Is the sun growing or shrinking?

elijah77jc · 07-01-2006, 12:51 PM

Simple question.

It's been a while since science class and I do remember towards the end of a star the size of the suns life it will grow into a red giant.

but right now, is it growing or is it shrinking?

JerryLove · 07-01-2006, 01:38 PM

The mass of the sun is decreasing at a very small (relatively) rate.

The volume of the sun, while fluxuating, has remained essentially unchanged through recorded time.

The process of becoming a red-giant has to do with the interaction of the forces that control the size of the sun... it's not as simple as your "if it's shrinking now, how is it going to get bigger later".

People, for example, get bigger as they get older to a point then start getting smaller (usually).

elijah77jc · 07-02-2006, 05:36 PM

Quote:

Originally Posted by JerryLove

The mass of the sun is decreasing at a very small (relatively) rate.

The volume of the sun, while fluxuating, has remained essentially unchanged through recorded time.

The process of becoming a red-giant has to do with the interaction of the forces that control the size of the sun... it's not as simple as your "if it's shrinking now, how is it going to get bigger later".

People, for example, get bigger as they get older to a point then start getting smaller (usually).

Thanks Jerry.
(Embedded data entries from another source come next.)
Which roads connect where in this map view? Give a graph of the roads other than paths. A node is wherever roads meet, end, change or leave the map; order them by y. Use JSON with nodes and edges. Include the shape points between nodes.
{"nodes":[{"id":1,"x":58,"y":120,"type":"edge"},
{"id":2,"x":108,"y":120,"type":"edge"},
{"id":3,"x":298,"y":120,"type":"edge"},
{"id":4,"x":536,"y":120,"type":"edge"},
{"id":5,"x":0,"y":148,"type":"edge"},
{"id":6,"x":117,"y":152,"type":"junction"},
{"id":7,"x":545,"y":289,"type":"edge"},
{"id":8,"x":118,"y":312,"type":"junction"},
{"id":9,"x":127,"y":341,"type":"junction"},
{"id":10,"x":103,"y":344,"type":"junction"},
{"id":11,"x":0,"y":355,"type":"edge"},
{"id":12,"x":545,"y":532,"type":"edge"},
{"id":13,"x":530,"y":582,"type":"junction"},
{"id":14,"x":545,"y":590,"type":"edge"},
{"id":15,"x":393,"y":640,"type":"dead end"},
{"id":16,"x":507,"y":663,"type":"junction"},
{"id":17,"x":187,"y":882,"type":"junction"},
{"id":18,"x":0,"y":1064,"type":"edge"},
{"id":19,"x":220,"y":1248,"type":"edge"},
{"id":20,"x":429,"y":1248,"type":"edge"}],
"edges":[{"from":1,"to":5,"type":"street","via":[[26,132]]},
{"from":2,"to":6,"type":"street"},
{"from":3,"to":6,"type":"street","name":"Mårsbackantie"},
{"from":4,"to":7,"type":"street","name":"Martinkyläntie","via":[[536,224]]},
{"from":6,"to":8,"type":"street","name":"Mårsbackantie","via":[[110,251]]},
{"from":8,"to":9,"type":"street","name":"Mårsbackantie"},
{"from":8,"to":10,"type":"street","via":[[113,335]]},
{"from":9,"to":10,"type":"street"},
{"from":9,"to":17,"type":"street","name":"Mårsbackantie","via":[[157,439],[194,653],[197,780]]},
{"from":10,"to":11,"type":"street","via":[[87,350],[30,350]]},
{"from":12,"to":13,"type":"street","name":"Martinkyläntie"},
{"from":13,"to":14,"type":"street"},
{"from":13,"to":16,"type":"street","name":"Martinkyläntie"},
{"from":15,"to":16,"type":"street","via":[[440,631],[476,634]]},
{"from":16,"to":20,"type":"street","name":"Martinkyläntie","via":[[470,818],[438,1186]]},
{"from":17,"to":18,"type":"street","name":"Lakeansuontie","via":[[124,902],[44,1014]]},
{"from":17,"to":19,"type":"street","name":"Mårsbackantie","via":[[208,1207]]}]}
Oh, and I wasn't trying to dispute that one day the sun will become a red giant.

At what rate is the sun shrinking? and would there be a difference in size between the present day sun and the sun of a couple of million years ago?

Lightknight · 07-02-2006, 05:43 PM

Hmm, that's interesting Jerry. Do you happen to know how they actually measure the mass of the sun?

JerryLove · 07-02-2006, 10:20 PM

Quote:

At what rate is the sun shrinking? and would there be a difference in size between the present day sun and the sun of a couple of million years ago?

The volume isn't shrinking. It simply fluxuates.

As to the question of the loss of mass, the rate is hard tobe certain on. We can estimate the mass lost through the fusion of hydrogen into helium by looking at the sun's energy output; but I don't think we have an accurat model of nutrino loss, nor are we certain how much mass the sun gains from consuming matter around it.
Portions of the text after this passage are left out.